[Dataset items]
━━━
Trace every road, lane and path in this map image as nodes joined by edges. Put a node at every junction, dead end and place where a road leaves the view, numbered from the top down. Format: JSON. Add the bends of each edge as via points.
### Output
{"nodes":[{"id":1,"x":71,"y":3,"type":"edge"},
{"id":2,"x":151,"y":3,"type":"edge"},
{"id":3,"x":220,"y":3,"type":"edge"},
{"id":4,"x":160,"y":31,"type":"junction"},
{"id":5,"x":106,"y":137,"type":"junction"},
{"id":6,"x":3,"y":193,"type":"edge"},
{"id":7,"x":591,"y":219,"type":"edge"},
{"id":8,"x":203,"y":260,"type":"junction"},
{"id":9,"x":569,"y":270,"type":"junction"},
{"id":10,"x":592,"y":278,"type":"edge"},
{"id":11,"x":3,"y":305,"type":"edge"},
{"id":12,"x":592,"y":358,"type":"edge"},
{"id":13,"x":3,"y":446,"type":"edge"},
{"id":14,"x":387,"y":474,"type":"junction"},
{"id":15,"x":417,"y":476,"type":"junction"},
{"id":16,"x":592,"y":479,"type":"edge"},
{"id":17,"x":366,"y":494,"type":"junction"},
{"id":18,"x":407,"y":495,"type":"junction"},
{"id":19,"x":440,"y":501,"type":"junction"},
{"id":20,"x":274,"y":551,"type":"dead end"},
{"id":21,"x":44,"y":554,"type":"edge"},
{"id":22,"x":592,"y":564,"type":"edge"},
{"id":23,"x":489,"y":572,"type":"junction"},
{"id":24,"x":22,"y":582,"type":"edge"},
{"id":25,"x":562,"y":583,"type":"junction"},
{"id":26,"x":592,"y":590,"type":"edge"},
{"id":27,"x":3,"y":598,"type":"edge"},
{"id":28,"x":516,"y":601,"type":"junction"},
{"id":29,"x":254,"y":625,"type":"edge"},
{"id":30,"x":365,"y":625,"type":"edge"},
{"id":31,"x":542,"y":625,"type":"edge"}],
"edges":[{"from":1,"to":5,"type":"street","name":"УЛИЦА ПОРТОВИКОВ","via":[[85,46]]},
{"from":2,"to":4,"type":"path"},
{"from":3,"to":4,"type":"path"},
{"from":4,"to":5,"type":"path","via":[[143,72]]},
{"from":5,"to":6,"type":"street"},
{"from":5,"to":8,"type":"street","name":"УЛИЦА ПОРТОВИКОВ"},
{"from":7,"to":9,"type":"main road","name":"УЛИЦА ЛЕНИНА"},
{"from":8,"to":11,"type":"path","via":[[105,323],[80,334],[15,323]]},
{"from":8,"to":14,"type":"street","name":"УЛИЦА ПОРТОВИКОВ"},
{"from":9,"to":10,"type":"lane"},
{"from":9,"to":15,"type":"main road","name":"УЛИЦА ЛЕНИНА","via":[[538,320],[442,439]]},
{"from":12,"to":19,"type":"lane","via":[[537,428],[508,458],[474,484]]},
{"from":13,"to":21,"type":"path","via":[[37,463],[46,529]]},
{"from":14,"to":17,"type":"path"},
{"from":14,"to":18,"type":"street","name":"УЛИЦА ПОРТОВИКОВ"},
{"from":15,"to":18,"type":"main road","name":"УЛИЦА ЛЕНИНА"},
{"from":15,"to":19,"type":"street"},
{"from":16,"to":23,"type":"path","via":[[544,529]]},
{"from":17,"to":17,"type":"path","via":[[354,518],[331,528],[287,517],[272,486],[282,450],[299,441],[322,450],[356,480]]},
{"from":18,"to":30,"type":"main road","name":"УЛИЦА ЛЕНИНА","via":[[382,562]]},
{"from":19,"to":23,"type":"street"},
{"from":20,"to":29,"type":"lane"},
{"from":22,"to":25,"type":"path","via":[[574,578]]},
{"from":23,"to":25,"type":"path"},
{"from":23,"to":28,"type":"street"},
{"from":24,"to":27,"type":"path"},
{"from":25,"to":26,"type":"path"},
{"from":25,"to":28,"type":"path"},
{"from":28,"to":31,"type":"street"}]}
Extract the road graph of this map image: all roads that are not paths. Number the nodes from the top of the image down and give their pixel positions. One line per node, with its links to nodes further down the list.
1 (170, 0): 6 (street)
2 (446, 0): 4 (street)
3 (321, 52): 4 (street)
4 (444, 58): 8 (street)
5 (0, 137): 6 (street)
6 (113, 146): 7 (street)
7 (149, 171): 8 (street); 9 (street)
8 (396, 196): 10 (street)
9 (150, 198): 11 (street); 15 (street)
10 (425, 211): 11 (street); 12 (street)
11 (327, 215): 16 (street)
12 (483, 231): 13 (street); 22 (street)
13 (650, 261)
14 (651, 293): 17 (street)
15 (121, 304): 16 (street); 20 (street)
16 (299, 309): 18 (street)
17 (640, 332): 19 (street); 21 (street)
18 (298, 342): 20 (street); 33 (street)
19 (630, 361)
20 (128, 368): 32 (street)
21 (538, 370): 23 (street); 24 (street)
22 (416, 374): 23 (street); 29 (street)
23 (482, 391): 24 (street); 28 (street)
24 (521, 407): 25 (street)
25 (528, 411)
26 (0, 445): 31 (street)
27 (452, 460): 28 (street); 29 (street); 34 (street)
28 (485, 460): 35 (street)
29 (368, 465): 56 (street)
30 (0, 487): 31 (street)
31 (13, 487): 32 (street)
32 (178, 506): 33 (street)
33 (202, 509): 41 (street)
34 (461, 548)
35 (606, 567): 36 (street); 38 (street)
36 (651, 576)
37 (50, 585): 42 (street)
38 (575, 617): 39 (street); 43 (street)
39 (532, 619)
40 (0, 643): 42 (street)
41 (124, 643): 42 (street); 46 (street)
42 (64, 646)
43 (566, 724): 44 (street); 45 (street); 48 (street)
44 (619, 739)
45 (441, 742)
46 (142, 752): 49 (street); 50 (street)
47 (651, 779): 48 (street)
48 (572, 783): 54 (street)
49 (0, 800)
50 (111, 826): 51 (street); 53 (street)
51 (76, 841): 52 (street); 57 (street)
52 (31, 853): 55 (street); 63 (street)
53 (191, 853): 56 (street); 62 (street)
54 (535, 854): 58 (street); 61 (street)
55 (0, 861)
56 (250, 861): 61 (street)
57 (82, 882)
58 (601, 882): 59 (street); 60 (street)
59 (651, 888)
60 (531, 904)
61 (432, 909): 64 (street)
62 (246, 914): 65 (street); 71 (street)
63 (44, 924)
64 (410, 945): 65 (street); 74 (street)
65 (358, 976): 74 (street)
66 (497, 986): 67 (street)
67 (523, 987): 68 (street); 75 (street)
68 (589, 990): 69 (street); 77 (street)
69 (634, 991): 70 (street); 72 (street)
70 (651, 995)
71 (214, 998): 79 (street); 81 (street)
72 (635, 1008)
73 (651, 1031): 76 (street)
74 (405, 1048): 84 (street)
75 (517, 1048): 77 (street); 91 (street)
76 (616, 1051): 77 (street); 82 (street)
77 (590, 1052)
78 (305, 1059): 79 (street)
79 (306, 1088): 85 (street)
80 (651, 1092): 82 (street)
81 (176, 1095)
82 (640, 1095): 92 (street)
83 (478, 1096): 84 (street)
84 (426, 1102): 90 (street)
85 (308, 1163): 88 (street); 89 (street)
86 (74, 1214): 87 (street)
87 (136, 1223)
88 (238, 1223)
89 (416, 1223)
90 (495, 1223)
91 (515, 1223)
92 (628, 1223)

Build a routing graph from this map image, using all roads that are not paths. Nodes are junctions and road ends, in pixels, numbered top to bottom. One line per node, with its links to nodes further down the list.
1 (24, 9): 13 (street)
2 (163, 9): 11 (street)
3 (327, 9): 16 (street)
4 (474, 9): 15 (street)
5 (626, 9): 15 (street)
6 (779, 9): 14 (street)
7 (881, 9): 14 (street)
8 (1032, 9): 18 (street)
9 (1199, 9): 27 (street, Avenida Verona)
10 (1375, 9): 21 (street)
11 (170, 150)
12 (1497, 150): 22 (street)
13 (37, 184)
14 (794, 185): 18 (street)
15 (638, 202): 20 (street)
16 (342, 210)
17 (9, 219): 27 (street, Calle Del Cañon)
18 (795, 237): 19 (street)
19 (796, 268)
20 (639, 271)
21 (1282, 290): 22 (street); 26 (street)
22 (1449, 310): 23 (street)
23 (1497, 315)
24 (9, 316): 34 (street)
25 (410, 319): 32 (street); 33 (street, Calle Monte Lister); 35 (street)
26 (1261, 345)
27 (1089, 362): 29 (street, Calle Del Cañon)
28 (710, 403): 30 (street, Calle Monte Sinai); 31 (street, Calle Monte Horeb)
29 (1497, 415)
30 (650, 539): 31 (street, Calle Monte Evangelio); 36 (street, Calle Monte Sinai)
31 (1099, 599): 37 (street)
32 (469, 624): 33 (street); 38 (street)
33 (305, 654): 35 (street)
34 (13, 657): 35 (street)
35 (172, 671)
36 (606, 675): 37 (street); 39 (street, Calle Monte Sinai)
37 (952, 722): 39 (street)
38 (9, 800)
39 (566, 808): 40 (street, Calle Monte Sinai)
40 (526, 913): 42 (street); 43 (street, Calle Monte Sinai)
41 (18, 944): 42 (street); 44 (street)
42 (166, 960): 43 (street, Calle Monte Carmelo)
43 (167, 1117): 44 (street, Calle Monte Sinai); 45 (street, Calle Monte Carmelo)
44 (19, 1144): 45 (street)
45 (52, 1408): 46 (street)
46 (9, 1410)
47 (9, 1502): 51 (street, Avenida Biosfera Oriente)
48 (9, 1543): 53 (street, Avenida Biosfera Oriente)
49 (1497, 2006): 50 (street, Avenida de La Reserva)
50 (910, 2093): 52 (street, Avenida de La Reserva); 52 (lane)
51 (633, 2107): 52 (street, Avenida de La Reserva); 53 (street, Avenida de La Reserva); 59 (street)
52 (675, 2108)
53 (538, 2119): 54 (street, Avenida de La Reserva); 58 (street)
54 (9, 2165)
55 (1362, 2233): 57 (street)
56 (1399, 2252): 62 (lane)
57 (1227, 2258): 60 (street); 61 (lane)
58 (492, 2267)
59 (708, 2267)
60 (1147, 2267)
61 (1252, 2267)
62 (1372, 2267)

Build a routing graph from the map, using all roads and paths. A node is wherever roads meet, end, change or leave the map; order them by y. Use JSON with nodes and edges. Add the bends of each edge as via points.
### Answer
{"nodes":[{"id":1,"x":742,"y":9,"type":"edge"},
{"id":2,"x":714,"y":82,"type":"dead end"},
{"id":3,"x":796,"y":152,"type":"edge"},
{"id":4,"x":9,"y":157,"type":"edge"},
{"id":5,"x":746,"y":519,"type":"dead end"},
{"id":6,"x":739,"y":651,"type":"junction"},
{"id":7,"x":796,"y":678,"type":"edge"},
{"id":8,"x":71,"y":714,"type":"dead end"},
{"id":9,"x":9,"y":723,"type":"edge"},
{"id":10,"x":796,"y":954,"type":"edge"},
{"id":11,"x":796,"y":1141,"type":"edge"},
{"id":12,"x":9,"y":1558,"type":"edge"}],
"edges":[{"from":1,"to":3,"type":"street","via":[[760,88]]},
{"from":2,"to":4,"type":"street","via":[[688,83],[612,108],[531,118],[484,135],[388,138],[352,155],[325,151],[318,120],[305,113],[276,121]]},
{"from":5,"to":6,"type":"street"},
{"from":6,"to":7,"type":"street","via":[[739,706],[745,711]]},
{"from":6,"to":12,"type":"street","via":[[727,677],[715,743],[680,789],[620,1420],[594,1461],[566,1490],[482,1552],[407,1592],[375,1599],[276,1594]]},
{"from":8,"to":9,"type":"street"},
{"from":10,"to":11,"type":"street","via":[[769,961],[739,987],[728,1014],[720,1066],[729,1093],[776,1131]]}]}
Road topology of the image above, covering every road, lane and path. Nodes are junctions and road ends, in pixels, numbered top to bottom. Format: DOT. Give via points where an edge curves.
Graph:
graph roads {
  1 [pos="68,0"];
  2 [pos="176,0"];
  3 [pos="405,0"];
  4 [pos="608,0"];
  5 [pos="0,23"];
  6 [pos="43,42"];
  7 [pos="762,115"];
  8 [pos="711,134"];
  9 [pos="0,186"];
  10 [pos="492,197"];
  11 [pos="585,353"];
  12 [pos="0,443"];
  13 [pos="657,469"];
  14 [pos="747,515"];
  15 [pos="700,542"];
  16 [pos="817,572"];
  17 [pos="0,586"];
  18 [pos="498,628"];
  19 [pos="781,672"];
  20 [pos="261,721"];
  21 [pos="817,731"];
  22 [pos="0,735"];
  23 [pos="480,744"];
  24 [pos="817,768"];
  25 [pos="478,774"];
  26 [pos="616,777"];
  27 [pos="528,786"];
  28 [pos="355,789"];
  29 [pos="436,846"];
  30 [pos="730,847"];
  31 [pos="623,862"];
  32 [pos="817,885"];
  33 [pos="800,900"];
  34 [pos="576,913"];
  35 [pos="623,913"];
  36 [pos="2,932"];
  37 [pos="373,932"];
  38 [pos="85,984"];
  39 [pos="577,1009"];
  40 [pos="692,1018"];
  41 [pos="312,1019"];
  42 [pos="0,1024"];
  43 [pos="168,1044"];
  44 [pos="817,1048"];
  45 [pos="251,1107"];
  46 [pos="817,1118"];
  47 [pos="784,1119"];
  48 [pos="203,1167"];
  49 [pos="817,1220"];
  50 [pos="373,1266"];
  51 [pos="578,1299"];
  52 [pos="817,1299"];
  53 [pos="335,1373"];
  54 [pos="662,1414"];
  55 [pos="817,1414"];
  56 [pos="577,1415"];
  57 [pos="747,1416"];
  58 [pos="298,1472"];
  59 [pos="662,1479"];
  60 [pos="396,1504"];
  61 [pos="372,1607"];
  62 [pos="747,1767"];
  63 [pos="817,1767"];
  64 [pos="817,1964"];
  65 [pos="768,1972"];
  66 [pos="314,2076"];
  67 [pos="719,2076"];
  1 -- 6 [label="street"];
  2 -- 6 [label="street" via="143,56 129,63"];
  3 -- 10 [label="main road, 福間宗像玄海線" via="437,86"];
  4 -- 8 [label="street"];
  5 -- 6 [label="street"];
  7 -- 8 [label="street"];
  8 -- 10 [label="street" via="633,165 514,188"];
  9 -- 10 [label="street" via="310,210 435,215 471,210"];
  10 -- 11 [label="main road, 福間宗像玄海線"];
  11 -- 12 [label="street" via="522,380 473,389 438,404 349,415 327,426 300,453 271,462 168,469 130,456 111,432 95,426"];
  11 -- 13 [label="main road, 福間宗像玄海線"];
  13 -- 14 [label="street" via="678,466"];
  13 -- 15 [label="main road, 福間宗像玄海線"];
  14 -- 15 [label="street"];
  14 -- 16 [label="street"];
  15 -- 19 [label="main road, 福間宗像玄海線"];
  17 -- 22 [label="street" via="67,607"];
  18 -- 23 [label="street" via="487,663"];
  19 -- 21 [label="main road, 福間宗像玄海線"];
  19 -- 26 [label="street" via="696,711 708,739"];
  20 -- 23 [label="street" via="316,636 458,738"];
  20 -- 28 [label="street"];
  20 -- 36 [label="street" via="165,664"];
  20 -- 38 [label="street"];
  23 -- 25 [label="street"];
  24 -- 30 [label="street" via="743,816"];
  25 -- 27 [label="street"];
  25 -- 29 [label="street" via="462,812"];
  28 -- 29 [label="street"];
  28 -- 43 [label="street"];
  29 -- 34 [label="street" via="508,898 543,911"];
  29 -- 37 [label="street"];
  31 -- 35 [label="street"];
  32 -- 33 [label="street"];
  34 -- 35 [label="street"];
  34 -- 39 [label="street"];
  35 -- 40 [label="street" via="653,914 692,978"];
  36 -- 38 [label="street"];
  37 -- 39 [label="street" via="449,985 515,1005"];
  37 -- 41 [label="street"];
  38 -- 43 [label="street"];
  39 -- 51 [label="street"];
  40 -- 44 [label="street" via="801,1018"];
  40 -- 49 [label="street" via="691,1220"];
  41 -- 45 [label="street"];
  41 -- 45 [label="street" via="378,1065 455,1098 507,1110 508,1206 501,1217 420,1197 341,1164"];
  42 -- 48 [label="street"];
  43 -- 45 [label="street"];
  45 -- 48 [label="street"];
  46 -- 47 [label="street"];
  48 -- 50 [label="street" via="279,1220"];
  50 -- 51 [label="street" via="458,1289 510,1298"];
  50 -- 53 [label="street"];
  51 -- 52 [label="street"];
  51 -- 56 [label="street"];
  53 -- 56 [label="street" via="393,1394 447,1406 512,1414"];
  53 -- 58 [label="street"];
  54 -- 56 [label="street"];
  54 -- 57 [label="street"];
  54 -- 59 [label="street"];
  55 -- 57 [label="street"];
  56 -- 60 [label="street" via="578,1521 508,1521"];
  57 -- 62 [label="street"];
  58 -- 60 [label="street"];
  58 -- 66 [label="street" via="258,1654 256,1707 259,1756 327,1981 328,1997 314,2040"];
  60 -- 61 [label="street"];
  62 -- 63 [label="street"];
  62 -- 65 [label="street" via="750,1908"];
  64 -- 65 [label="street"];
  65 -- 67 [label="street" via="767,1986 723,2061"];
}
━━━
# What needs to be done
Collect every line above that contains the word "ПОРТОВИКОВ".

# Completed exercise
"edges":[{"from":1,"to":5,"type":"street","name":"УЛИЦА ПОРТОВИКОВ","via":[[85,46]]},
{"from":5,"to":8,"type":"street","name":"УЛИЦА ПОРТОВИКОВ"},
{"from":8,"to":14,"type":"street","name":"УЛИЦА ПОРТОВИКОВ"},
{"from":14,"to":18,"type":"street","name":"УЛИЦА ПОРТОВИКОВ"},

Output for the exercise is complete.